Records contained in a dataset
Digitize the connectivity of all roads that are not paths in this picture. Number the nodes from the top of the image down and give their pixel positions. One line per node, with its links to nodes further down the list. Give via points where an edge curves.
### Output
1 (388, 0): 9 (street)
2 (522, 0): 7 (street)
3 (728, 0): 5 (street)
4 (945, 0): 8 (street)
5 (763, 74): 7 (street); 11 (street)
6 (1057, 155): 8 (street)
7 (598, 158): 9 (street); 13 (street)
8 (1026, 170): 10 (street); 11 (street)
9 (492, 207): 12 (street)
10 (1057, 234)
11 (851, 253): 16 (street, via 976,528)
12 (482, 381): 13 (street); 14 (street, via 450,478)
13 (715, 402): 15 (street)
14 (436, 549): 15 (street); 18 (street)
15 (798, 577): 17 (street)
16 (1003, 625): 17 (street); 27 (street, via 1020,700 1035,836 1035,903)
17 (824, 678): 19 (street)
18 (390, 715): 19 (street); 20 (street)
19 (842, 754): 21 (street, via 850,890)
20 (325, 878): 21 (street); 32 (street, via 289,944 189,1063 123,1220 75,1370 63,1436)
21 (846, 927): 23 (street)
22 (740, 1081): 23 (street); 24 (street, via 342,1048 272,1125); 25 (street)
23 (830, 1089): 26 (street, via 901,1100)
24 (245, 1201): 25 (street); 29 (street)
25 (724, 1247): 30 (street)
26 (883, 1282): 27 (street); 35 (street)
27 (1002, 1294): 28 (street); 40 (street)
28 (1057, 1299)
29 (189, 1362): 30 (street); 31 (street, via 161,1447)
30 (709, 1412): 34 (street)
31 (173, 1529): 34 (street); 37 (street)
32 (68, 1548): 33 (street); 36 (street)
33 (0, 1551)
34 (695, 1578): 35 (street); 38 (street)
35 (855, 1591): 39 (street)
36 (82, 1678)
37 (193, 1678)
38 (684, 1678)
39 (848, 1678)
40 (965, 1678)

[Requirement] Transcribe all entries word for word.

[Task solution]
Digitize the connectivity of all roads that are not paths in this picture. Number the nodes from the top of the image down and give their pixel positions. One line per node, with its links to nodes further down the list. Give via points where an edge curves.
### Output
1 (388, 0): 9 (street)
2 (522, 0): 7 (street)
3 (728, 0): 5 (street)
4 (945, 0): 8 (street)
5 (763, 74): 7 (street); 11 (street)
6 (1057, 155): 8 (street)
7 (598, 158): 9 (street); 13 (street)
8 (1026, 170): 10 (street); 11 (street)
9 (492, 207): 12 (street)
10 (1057, 234)
11 (851, 253): 16 (street, via 976,528)
12 (482, 381): 13 (street); 14 (street, via 450,478)
13 (715, 402): 15 (street)
14 (436, 549): 15 (street); 18 (street)
15 (798, 577): 17 (street)
16 (1003, 625): 17 (street); 27 (street, via 1020,700 1035,836 1035,903)
17 (824, 678): 19 (street)
18 (390, 715): 19 (street); 20 (street)
19 (842, 754): 21 (street, via 850,890)
20 (325, 878): 21 (street); 32 (street, via 289,944 189,1063 123,1220 75,1370 63,1436)
21 (846, 927): 23 (street)
22 (740, 1081): 23 (street); 24 (street, via 342,1048 272,1125); 25 (street)
23 (830, 1089): 26 (street, via 901,1100)
24 (245, 1201): 25 (street); 29 (street)
25 (724, 1247): 30 (street)
26 (883, 1282): 27 (street); 35 (street)
27 (1002, 1294): 28 (street); 40 (street)
28 (1057, 1299)
29 (189, 1362): 30 (street); 31 (street, via 161,1447)
30 (709, 1412): 34 (street)
31 (173, 1529): 34 (street); 37 (street)
32 (68, 1548): 33 (street); 36 (street)
33 (0, 1551)
34 (695, 1578): 35 (street); 38 (street)
35 (855, 1591): 39 (street)
36 (82, 1678)
37 (193, 1678)
38 (684, 1678)
39 (848, 1678)
40 (965, 1678)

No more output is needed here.